(Stored items)
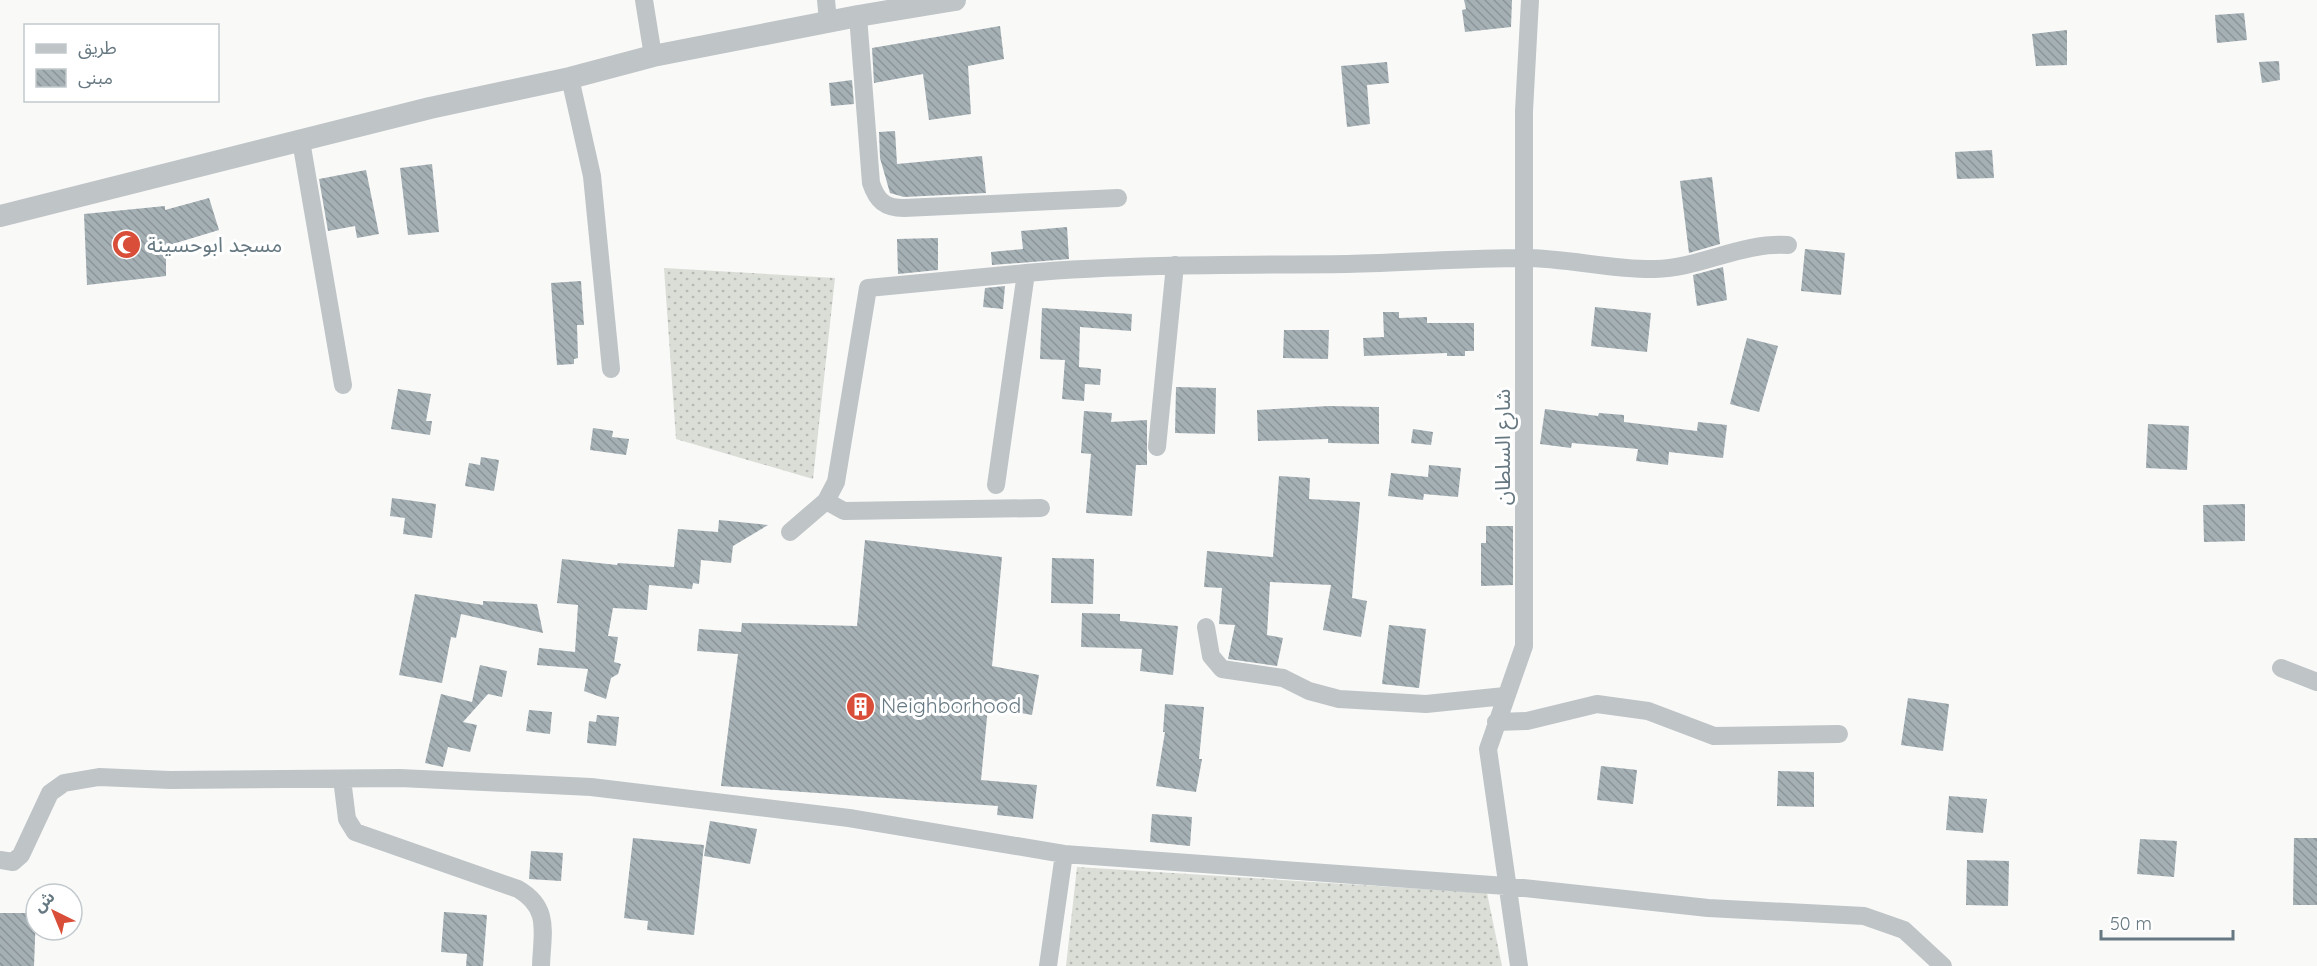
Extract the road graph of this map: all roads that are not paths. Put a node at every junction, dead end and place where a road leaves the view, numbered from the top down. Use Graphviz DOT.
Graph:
graph roads {
  1 [pos="644,0"];
  2 [pos="955,0"];
  3 [pos="1530,0"];
  4 [pos="827,11"];
  5 [pos="858,16"];
  6 [pos="653,56"];
  7 [pos="570,78"];
  8 [pos="302,141"];
  9 [pos="1118,198"];
  10 [pos="0,216"];
  11 [pos="1788,245"];
  12 [pos="1526,258"];
  13 [pos="1175,264"];
  14 [pos="1026,273"];
  15 [pos="611,369"];
  16 [pos="343,385"];
  17 [pos="1158,447"];
  18 [pos="996,485"];
  19 [pos="826,501"];
  20 [pos="1041,508"];
  21 [pos="790,532"];
  22 [pos="1206,627"];
  23 [pos="2282,668"];
  24 [pos="2317,682"];
  25 [pos="1505,696"];
  26 [pos="1496,722"];
  27 [pos="1839,734"];
  28 [pos="342,779"];
  29 [pos="1064,854"];
  30 [pos="0,860"];
  31 [pos="1506,886"];
  32 [pos="541,966"];
  33 [pos="1048,966"];
  34 [pos="1519,966"];
  35 [pos="1943,966"];
  1 -- 6 [label="street"];
  2 -- 5 [label="street"];
  3 -- 12 [label="street, شارع السلطان"];
  4 -- 5 [label="street"];
  4 -- 6 [label="street"];
  5 -- 9 [label="street"];
  6 -- 7 [label="street"];
  7 -- 8 [label="street"];
  7 -- 15 [label="street"];
  8 -- 10 [label="street"];
  8 -- 16 [label="street"];
  11 -- 12 [label="street"];
  12 -- 13 [label="street"];
  12 -- 25 [label="street, شارع السلطان"];
  13 -- 14 [label="street"];
  13 -- 17 [label="street"];
  14 -- 18 [label="street"];
  14 -- 19 [label="street"];
  19 -- 20 [label="street"];
  19 -- 21 [label="street"];
  22 -- 25 [label="street"];
  23 -- 24 [label="street"];
  25 -- 26 [label="street, شارع السلطان"];
  26 -- 27 [label="street"];
  26 -- 31 [label="street, شارع السلطان"];
  28 -- 29 [label="street"];
  28 -- 30 [label="street"];
  28 -- 32 [label="street"];
  29 -- 31 [label="street"];
  29 -- 33 [label="street"];
  31 -- 34 [label="street, شارع السلطان"];
  31 -- 35 [label="street"];
}
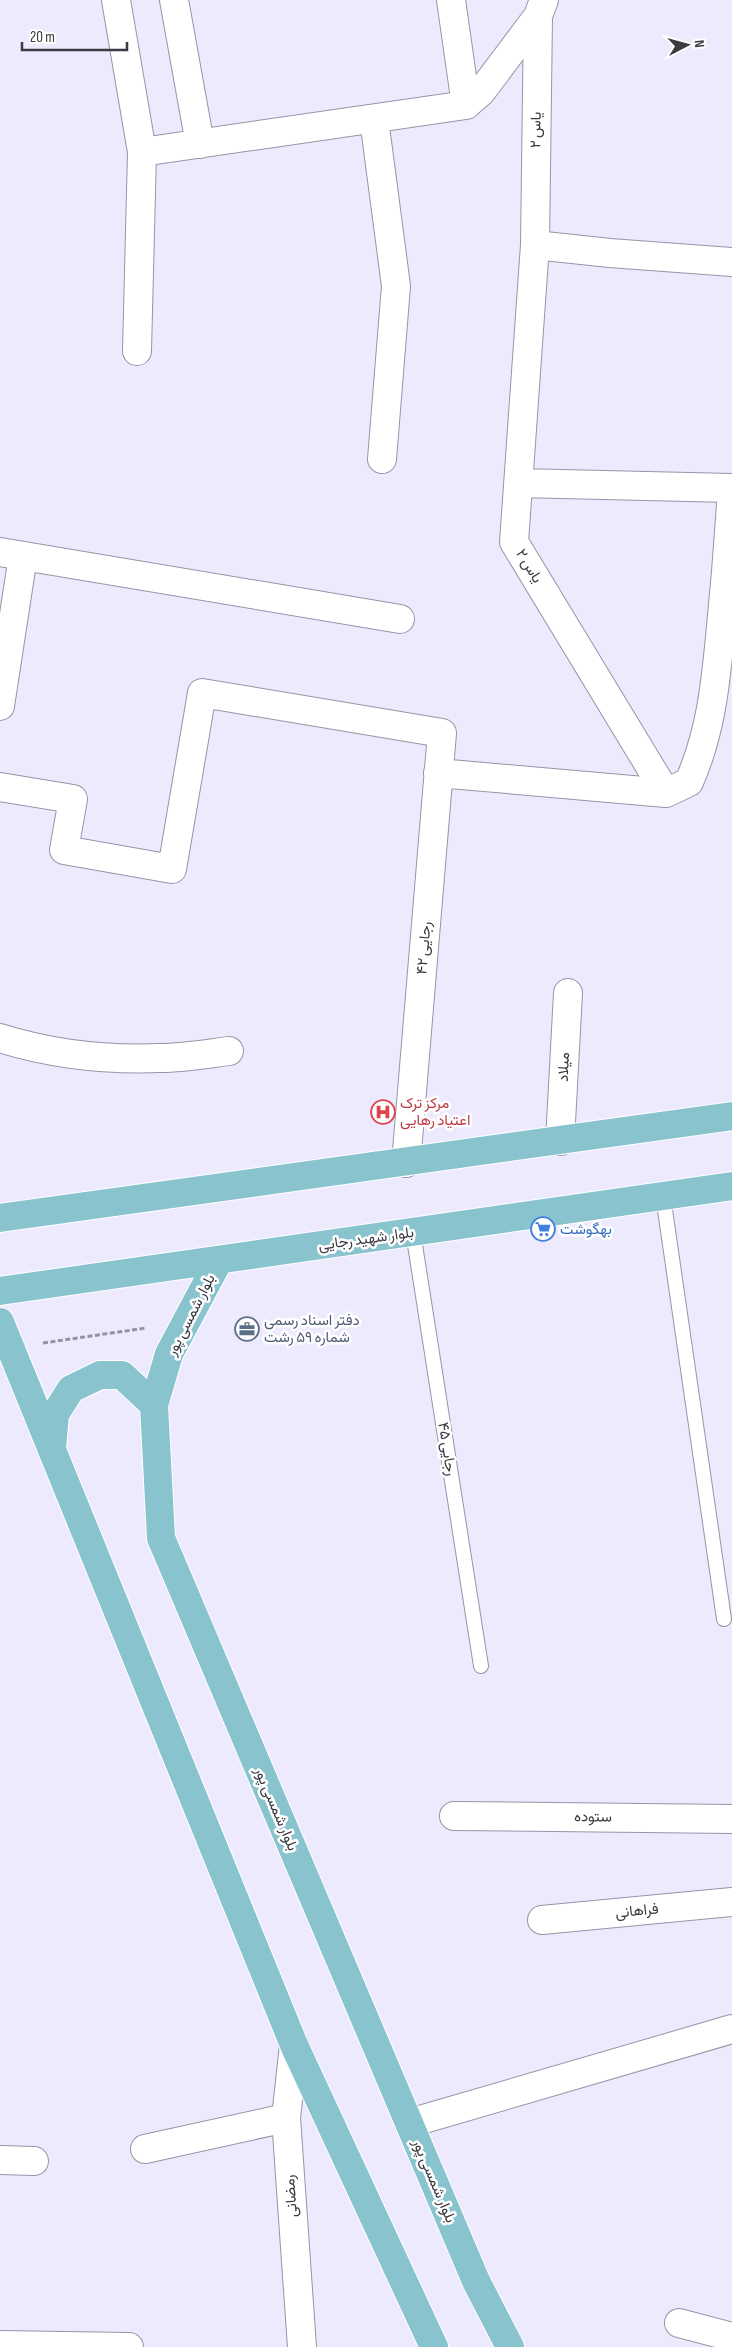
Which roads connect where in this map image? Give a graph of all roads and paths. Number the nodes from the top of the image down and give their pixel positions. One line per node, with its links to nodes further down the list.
1 (116, 0): 8 (street)
2 (174, 0): 7 (street)
3 (452, 0): 5 (street)
4 (541, 8): 5 (street); 9 (street, یاس ۲)
5 (466, 105): 6 (street)
6 (374, 119): 7 (street); 12 (street)
7 (200, 144): 8 (street)
8 (142, 152): 11 (street)
9 (535, 245): 10 (street); 13 (street, یاس ۲)
10 (732, 262)
11 (137, 352)
12 (382, 459)
13 (519, 483): 19 (street, یاس ۲); 19 (street)
14 (12, 554): 15 (street); 16 (street)
15 (400, 619)
16 (0, 706)
17 (438, 773): 18 (street, رجایی ۴۲); 19 (street); 25 (street, رجایی ۴۲)
18 (0, 787)
19 (666, 793)
20 (568, 993): 24 (street, میلاد)
21 (0, 1038): 22 (street)
22 (229, 1051)
23 (732, 1116): 24 (main road)
24 (560, 1141): 25 (main road)
25 (406, 1163): 28 (main road)
26 (732, 1186): 27 (main road, بلوار شهید رجایی)
27 (663, 1196): 29 (main road, بلوار شهید رجایی); 37 (lane)
28 (0, 1218)
29 (413, 1232): 30 (main road, بلوار شهید رجایی); 38 (lane, رجایی ۴۵)
30 (219, 1260): 31 (main road, بلوار شهید رجایی); 33 (main road, بلوار شمسی پور)
31 (0, 1291)
32 (0, 1322): 34 (main road)
33 (186, 1322): 34 (path); 35 (main road, بلوار شمسی پور)
34 (11, 1348): 36 (main road)
35 (154, 1405): 36 (main road); 46 (main road, بلوار شمسی پور)
36 (52, 1449): 44 (main road)
37 (724, 1619)
38 (481, 1666)
39 (454, 1816): 40 (street, ستوده)
40 (732, 1819)
41 (732, 1902): 42 (street, فراهانی)
42 (542, 1920)
43 (732, 2029): 46 (street)
44 (294, 2045): 45 (street, رمضانی); 55 (main road)
45 (286, 2118): 47 (street); 54 (street, رمضانی)
46 (410, 2123): 56 (main road, بلوار شمسی پور)
47 (145, 2149)
48 (0, 2160): 49 (street)
49 (34, 2161)
50 (679, 2323): 51 (street)
51 (732, 2337)
52 (0, 2345): 53 (street)
53 (129, 2347)
54 (302, 2347)
55 (434, 2347)
56 (510, 2347)

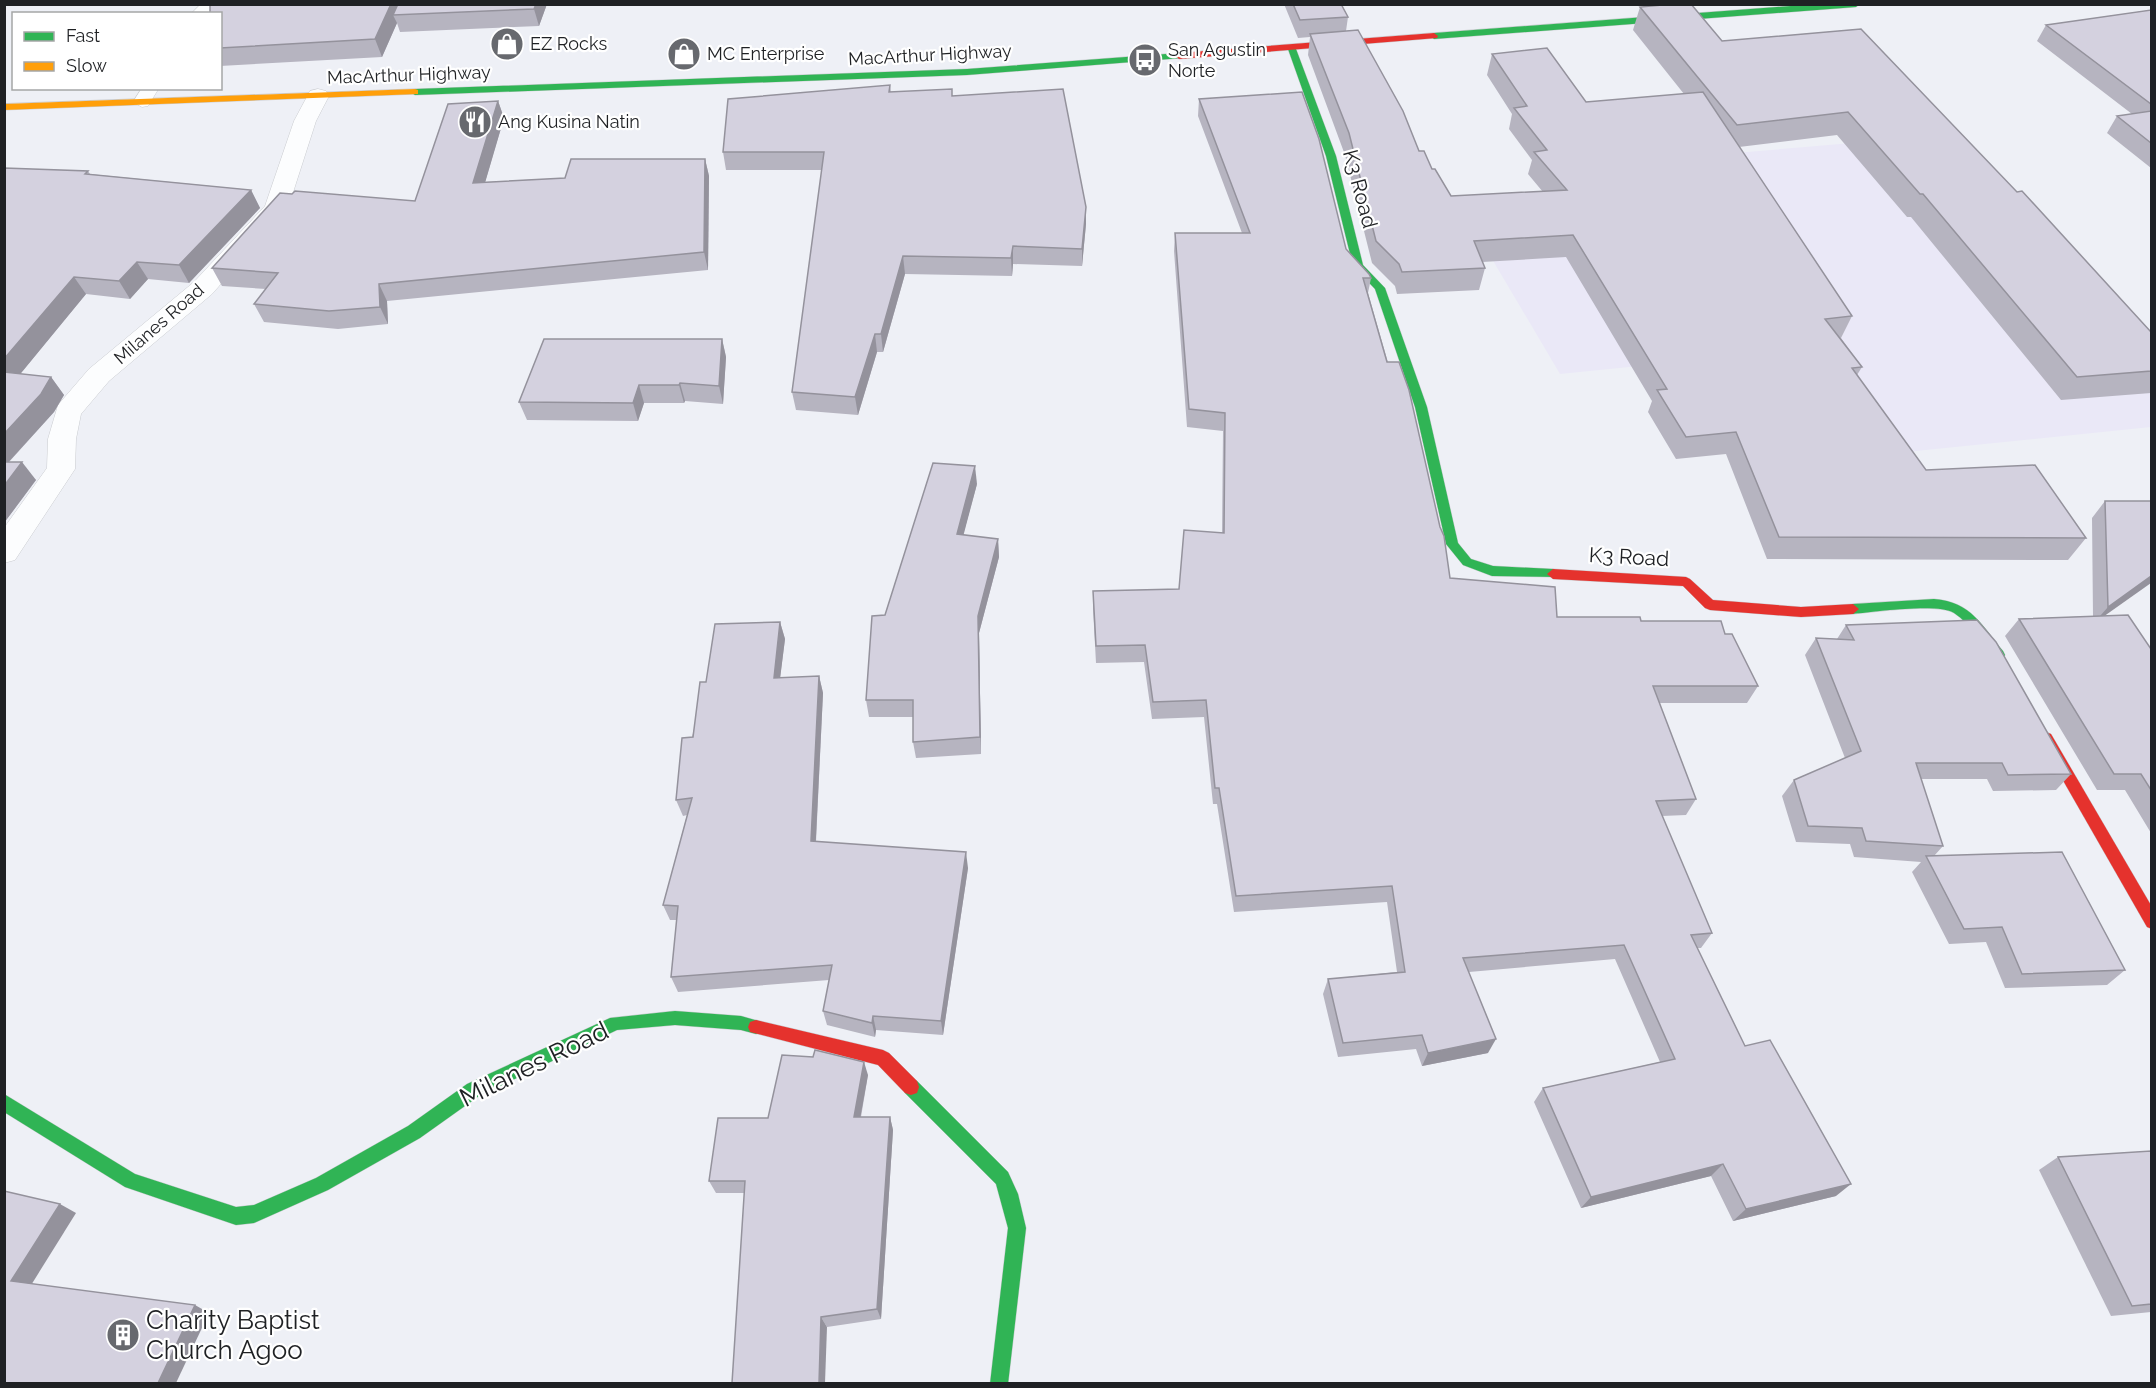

- _Problem_: Return every entry word for word, minus the pictures.

- _Solved problem_:
Extract the road graph of this map: all roads that are not paths. Put a node at every junction, dead end and place where a road leaves the view, numbered from the top down. Use Graphviz DOT.
Graph:
graph roads {
  1 [pos="644,0"];
  2 [pos="955,0"];
  3 [pos="1530,0"];
  4 [pos="827,11"];
  5 [pos="858,16"];
  6 [pos="653,56"];
  7 [pos="570,78"];
  8 [pos="302,141"];
  9 [pos="1118,198"];
  10 [pos="0,216"];
  11 [pos="1788,245"];
  12 [pos="1526,258"];
  13 [pos="1175,264"];
  14 [pos="1026,273"];
  15 [pos="611,369"];
  16 [pos="343,385"];
  17 [pos="1158,447"];
  18 [pos="996,485"];
  19 [pos="826,501"];
  20 [pos="1041,508"];
  21 [pos="790,532"];
  22 [pos="1206,627"];
  23 [pos="2282,668"];
  24 [pos="2317,682"];
  25 [pos="1505,696"];
  26 [pos="1496,722"];
  27 [pos="1839,734"];
  28 [pos="342,779"];
  29 [pos="1064,854"];
  30 [pos="0,860"];
  31 [pos="1506,886"];
  32 [pos="541,966"];
  33 [pos="1048,966"];
  34 [pos="1519,966"];
  35 [pos="1943,966"];
  1 -- 6 [label="street"];
  2 -- 5 [label="street"];
  3 -- 12 [label="street, شارع السلطان"];
  4 -- 5 [label="street"];
  4 -- 6 [label="street"];
  5 -- 9 [label="street"];
  6 -- 7 [label="street"];
  7 -- 8 [label="street"];
  7 -- 15 [label="street"];
  8 -- 10 [label="street"];
  8 -- 16 [label="street"];
  11 -- 12 [label="street"];
  12 -- 13 [label="street"];
  12 -- 25 [label="street, شارع السلطان"];
  13 -- 14 [label="street"];
  13 -- 17 [label="street"];
  14 -- 18 [label="street"];
  14 -- 19 [label="street"];
  19 -- 20 [label="street"];
  19 -- 21 [label="street"];
  22 -- 25 [label="street"];
  23 -- 24 [label="street"];
  25 -- 26 [label="street, شارع السلطان"];
  26 -- 27 [label="street"];
  26 -- 31 [label="street, شارع السلطان"];
  28 -- 29 [label="street"];
  28 -- 30 [label="street"];
  28 -- 32 [label="street"];
  29 -- 31 [label="street"];
  29 -- 33 [label="street"];
  31 -- 34 [label="street, شارع السلطان"];
  31 -- 35 [label="street"];
}
Which roads connect where in this map image? Give a graph of all roads and paths. Number the nodes from the top of the image down and give their pixel positions. One line per node, with its links to nodes further down the list.
1 (116, 0): 8 (street)
2 (174, 0): 7 (street)
3 (452, 0): 5 (street)
4 (541, 8): 5 (street); 9 (street, یاس ۲)
5 (466, 105): 6 (street)
6 (374, 119): 7 (street); 12 (street)
7 (200, 144): 8 (street)
8 (142, 152): 11 (street)
9 (535, 245): 10 (street); 13 (street, یاس ۲)
10 (732, 262)
11 (137, 352)
12 (382, 459)
13 (519, 483): 19 (street, یاس ۲); 19 (street)
14 (12, 554): 15 (street); 16 (street)
15 (400, 619)
16 (0, 706)
17 (438, 773): 18 (street, رجایی ۴۲); 19 (street); 25 (street, رجایی ۴۲)
18 (0, 787)
19 (666, 793)
20 (568, 993): 24 (street, میلاد)
21 (0, 1038): 22 (street)
22 (229, 1051)
23 (732, 1116): 24 (main road)
24 (560, 1141): 25 (main road)
25 (406, 1163): 28 (main road)
26 (732, 1186): 27 (main road, بلوار شهید رجایی)
27 (663, 1196): 29 (main road, بلوار شهید رجایی); 37 (lane)
28 (0, 1218)
29 (413, 1232): 30 (main road, بلوار شهید رجایی); 38 (lane, رجایی ۴۵)
30 (219, 1260): 31 (main road, بلوار شهید رجایی); 33 (main road, بلوار شمسی پور)
31 (0, 1291)
32 (0, 1322): 34 (main road)
33 (186, 1322): 34 (path); 35 (main road, بلوار شمسی پور)
34 (11, 1348): 36 (main road)
35 (154, 1405): 36 (main road); 46 (main road, بلوار شمسی پور)
36 (52, 1449): 44 (main road)
37 (724, 1619)
38 (481, 1666)
39 (454, 1816): 40 (street, ستوده)
40 (732, 1819)
41 (732, 1902): 42 (street, فراهانی)
42 (542, 1920)
43 (732, 2029): 46 (street)
44 (294, 2045): 45 (street, رمضانی); 55 (main road)
45 (286, 2118): 47 (street); 54 (street, رمضانی)
46 (410, 2123): 56 (main road, بلوار شمسی پور)
47 (145, 2149)
48 (0, 2160): 49 (street)
49 (34, 2161)
50 (679, 2323): 51 (street)
51 (732, 2337)
52 (0, 2345): 53 (street)
53 (129, 2347)
54 (302, 2347)
55 (434, 2347)
56 (510, 2347)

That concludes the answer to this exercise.